» Data for this exercise
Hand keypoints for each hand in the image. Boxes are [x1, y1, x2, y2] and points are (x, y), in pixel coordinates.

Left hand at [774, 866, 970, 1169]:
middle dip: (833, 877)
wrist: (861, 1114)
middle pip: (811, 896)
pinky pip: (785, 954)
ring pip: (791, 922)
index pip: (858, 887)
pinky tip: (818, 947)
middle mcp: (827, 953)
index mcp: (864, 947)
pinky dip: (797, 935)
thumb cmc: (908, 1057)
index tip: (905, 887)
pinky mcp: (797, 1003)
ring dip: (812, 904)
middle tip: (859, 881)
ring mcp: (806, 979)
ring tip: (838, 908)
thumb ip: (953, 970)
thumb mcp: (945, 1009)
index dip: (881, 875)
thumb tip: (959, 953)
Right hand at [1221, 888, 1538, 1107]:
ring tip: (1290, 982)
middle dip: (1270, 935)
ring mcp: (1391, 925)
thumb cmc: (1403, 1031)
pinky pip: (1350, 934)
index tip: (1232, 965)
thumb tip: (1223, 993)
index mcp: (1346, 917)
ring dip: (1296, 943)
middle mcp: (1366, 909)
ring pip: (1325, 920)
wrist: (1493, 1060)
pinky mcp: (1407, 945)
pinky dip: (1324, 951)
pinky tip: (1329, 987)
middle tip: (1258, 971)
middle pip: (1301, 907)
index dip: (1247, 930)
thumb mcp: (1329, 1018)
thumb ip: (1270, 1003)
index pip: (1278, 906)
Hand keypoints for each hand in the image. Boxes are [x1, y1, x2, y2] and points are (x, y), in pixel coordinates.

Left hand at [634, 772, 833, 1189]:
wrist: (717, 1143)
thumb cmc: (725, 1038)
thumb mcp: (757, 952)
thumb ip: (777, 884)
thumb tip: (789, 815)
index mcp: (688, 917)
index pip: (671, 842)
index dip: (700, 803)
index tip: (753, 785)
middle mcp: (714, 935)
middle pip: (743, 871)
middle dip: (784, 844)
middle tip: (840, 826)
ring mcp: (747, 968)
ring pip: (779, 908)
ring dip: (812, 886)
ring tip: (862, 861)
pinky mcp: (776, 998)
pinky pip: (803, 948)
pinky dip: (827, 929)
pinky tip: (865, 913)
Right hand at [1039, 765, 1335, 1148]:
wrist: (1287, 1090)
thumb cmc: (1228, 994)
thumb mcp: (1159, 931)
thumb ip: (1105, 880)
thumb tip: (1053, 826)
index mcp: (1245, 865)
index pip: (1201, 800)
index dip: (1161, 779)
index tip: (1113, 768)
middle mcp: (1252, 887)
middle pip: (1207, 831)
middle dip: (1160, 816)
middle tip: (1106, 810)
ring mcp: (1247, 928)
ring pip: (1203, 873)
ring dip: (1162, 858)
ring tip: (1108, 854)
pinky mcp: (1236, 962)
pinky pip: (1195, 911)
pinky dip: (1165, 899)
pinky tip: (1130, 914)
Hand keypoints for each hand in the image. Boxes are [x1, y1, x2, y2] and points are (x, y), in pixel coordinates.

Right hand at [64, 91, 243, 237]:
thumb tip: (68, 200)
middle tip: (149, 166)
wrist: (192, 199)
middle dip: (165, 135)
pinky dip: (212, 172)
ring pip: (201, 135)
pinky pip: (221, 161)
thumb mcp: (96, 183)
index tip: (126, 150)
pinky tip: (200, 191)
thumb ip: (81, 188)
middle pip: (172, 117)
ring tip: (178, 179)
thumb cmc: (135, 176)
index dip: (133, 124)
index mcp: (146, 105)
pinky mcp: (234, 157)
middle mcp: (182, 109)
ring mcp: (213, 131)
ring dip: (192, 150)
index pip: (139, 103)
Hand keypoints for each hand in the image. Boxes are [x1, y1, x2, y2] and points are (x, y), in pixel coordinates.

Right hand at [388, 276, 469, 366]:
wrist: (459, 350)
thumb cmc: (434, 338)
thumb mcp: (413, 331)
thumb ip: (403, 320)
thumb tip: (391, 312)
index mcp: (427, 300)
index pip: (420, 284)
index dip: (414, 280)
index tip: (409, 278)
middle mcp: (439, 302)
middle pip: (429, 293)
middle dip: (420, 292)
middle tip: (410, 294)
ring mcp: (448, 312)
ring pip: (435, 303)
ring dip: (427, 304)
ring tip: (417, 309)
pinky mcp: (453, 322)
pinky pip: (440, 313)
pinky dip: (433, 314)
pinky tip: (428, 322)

» Description of the task
Check each line of the material for the word "hand". Copy the ones that have it.

» Output below
Hand keypoints for each hand in the image. Boxes are [x1, y1, x2, y2] and points are (x, y), in pixel coordinates.
Left hand at [774, 866, 970, 1169]:
Right hand at [1221, 888, 1538, 1107]:
Hand keypoints for each hand in the image. Boxes are [x1, y1, x2, y2] and points are (x, y), in pixel coordinates.
Left hand at [634, 772, 833, 1189]:
Right hand at [1039, 765, 1335, 1148]:
Hand keypoints for each hand in the image. Boxes are [x1, y1, x2, y2] and points are (x, y), in pixel coordinates.
Right hand at [64, 91, 243, 237]:
Hand keypoints for each hand in the image. Boxes are [x1, y1, x2, y2] and points are (x, y), in pixel coordinates.
Right hand at [388, 276, 469, 366]:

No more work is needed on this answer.